AL-QURAN SERING MENYEBUT istilah “kebanyakan” (misalnya, “…aktsaruhum la ya’qilun”)
dengan menunjukkan kualitas mental yang buruk, mudah terpengaruh, tidak
berpikir jernih, mudah lalai dan lengah, mudah ingkar, tidak beriman,
fasik, tidak bersyukur dan mudah mengalami kesesatan.
Orang-orang kebanyakan adalah orang yang
merugi. Meski tidak menyebut dengan ungkapan “kebanyakan”, tetapi yang
dimaksud dengan merugi pada surat al-Ashr adalah orang kebanyakan.

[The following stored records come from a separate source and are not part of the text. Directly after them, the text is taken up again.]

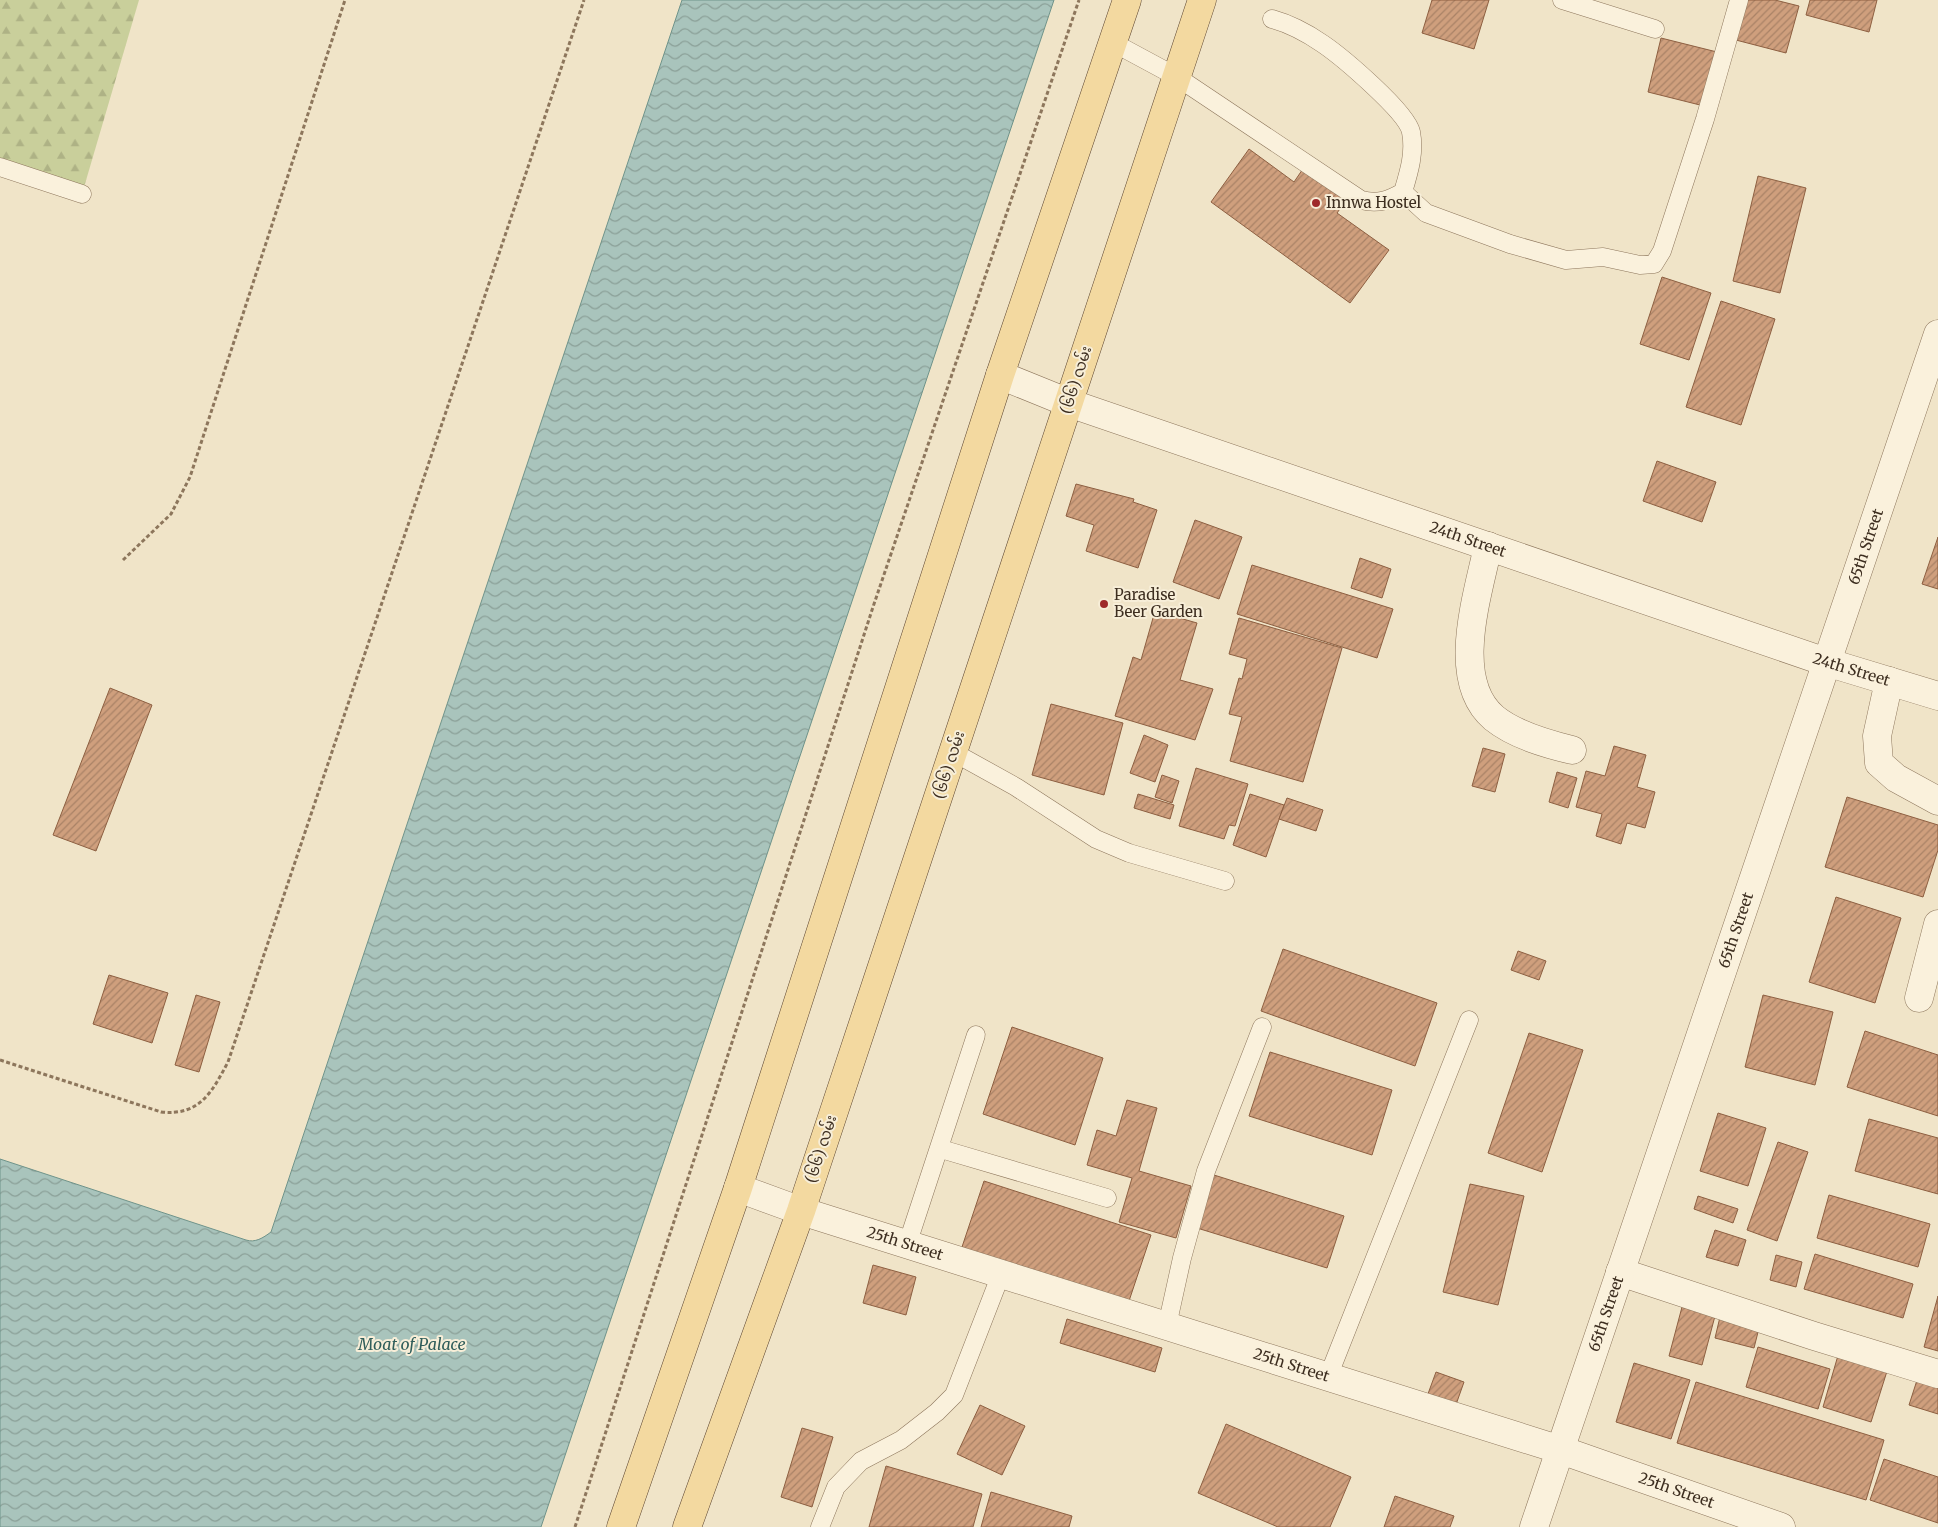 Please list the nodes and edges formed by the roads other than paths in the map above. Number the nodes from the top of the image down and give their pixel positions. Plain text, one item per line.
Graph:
1 (1127, 0) edge
2 (1202, 0) edge
3 (1562, 0) edge
4 (1739, 0) edge
5 (1272, 19) dead end
6 (1655, 29) dead end
7 (1112, 42) junction
8 (1177, 77) junction
9 (0, 168) edge
10 (1403, 192) junction
11 (82, 194) dead end
12 (1938, 334) edge
13 (1000, 375) junction
14 (1069, 402) junction
15 (1488, 546) junction
16 (1826, 662) junction
17 (1889, 681) junction
18 (1938, 696) edge
19 (1572, 750) dead end
20 (953, 752) junction
21 (1938, 801) edge
22 (1226, 881) dead end
23 (1938, 924) edge
24 (1919, 998) dead end
25 (1469, 1020) dead end
26 (1262, 1027) dead end
27 (976, 1035) dead end
28 (941, 1149) junction
29 (738, 1188) junction
30 (1107, 1198) dead end
31 (801, 1211) junction
32 (907, 1245) junction
33 (1620, 1272) junction
34 (1001, 1274) junction
35 (1167, 1326) junction
36 (1938, 1374) edge
37 (1328, 1377) junction
38 (1561, 1450) junction
39 (621, 1527) edge
40 (687, 1527) edge
41 (820, 1527) edge
42 (1534, 1527) edge
43 (1781, 1527) edge

1 - 7 main road
2 - 8 main road, (၆၆) လမ်း
3 - 6 lane
4 - 10 lane
5 - 10 lane
7 - 8 lane
7 - 13 main road
8 - 10 lane
8 - 14 main road, (၆၆) လမ်း
9 - 11 lane
12 - 16 street, 65th Street
13 - 14 street, 24th Street
13 - 29 main road
14 - 15 street, 24th Street
14 - 20 main road, (၆၆) လမ်း
15 - 16 street, 24th Street
15 - 19 street
16 - 17 street, 24th Street
16 - 33 street, 65th Street
17 - 18 street, 24th Street
17 - 21 street
20 - 22 lane
20 - 31 main road, (၆၆) လမ်း
23 - 24 street
25 - 37 lane
26 - 35 lane
27 - 28 lane
28 - 30 lane
28 - 32 lane
29 - 31 street, 25th Street
29 - 39 main road
31 - 32 street, 25th Street
31 - 40 main road, (၆၆) လမ်း
32 - 34 street, 25th Street
33 - 36 street
33 - 38 street, 65th Street
34 - 35 street, 25th Street
34 - 41 lane
35 - 37 street, 25th Street
37 - 38 street, 25th Street
38 - 42 street, 65th Street
38 - 43 street, 25th Street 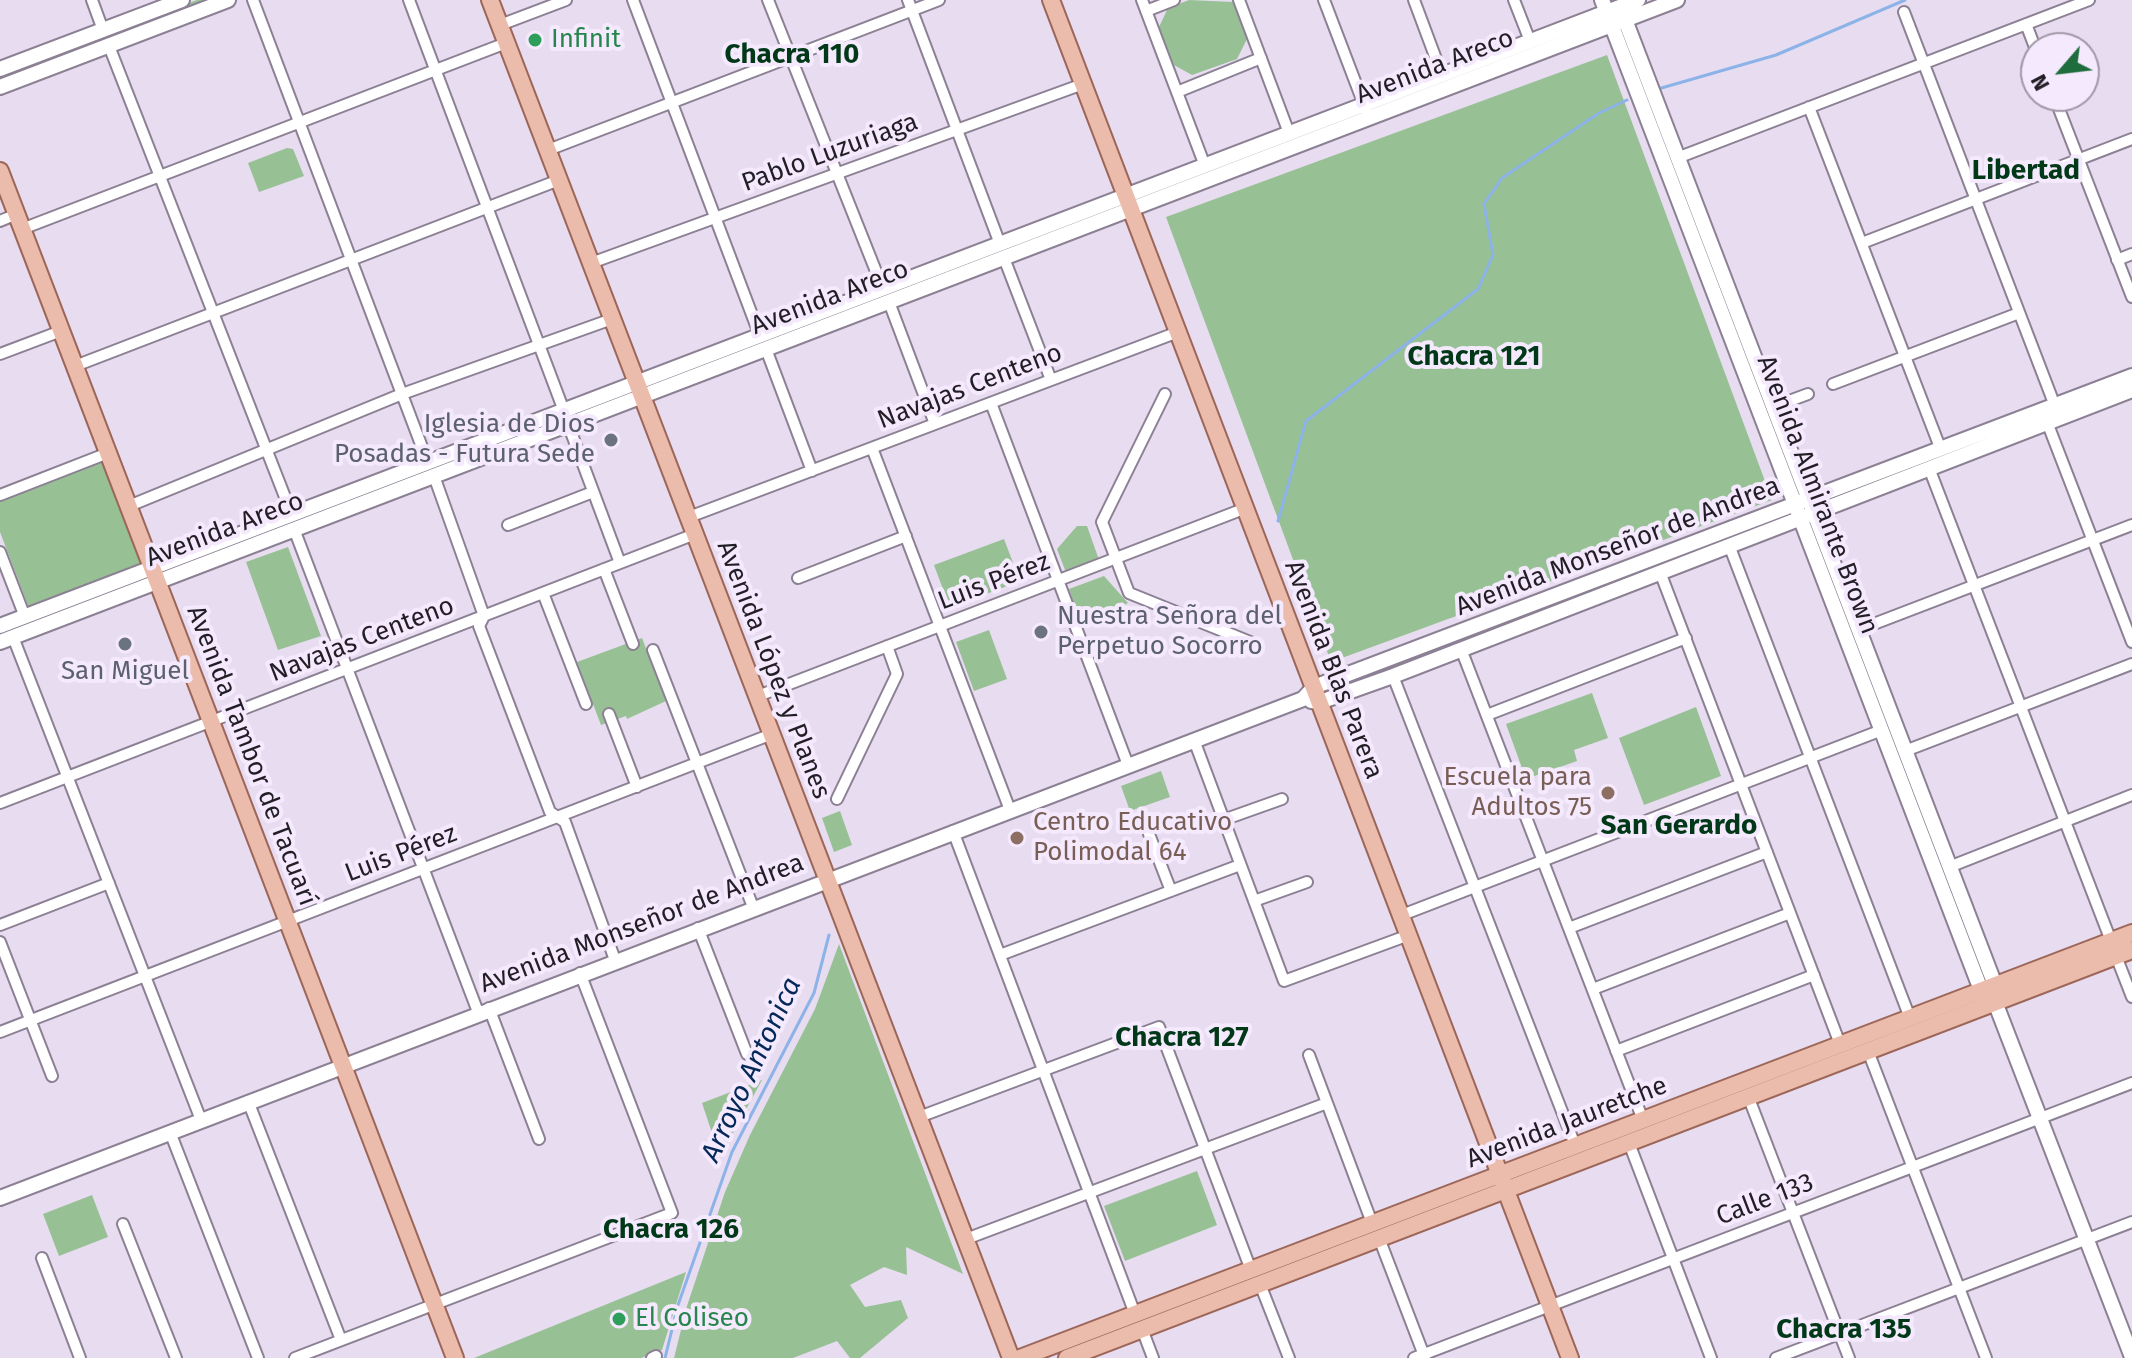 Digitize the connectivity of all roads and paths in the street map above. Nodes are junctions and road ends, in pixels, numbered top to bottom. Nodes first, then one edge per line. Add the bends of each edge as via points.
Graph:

Bahkan lebih mendasar lagi, seseungguhnya setiap manusia itu merugi,
kecuali bagi orang-orang yang beriman dan beramal saleh serta saling
menasehati dalam kebenaran dan kesabaran. Dalam surat at-Tin, orang yang
selamat dari asfala safilin merupakan perkecualian, yakni
“kecuali orang-orang yang beriman dan beramal saleh; maka bagi mereka
pahala yang tiada putus-putusnya”.
Orang kebanyakan adalah golongan yang
tidak peka., tidak mengambil pelajaran dari peristiwa-peristiwa, dan
mudah digiring opininya. Orang kebanyakan adalah mereka yang tidak
bersyukur (dan agaknya kita masih termasuk yang demikian). Allah Ta’ala
berfirman, “Apakah kamu tidak memperhatikan orang-orang yang keluar
dari kampung-kampung halaman mereka, sedangkan mereka berribu-ribu
(jumlahnya) karena takut mati, maka Allah berfirman kepada mereka,
‘Matilah kamu’ kemudian Allah menghidupkan mereka. Sesungguhnya Allah
mempunyai karunia terhadap manusia, tetapi ‘kebanyakan’ manusia tidak
bersyukur.” (QS al-Baqarah [2]: 243).
Kebanyakan bsiskan dan yang serupa dengan itu merupakan sampah. Tidak ada kebaikan di dalamnya. Allah berfirman, “Tidak
ada kebaikan pada ‘kebanyakan’ najwa mereka, kecuali najwa dari orang
yang menyuruh (manusia) memberi sedekah, atau berbuat ma’ruf, atau
mengadakan perdamaian di antara manusia. Barangsiapa yang berbuat
demikian karena mencari ridha Allah, maka kelak Kami memberi kepadanya
pahala yang besar.” (QS an-Nisa [4]: 114).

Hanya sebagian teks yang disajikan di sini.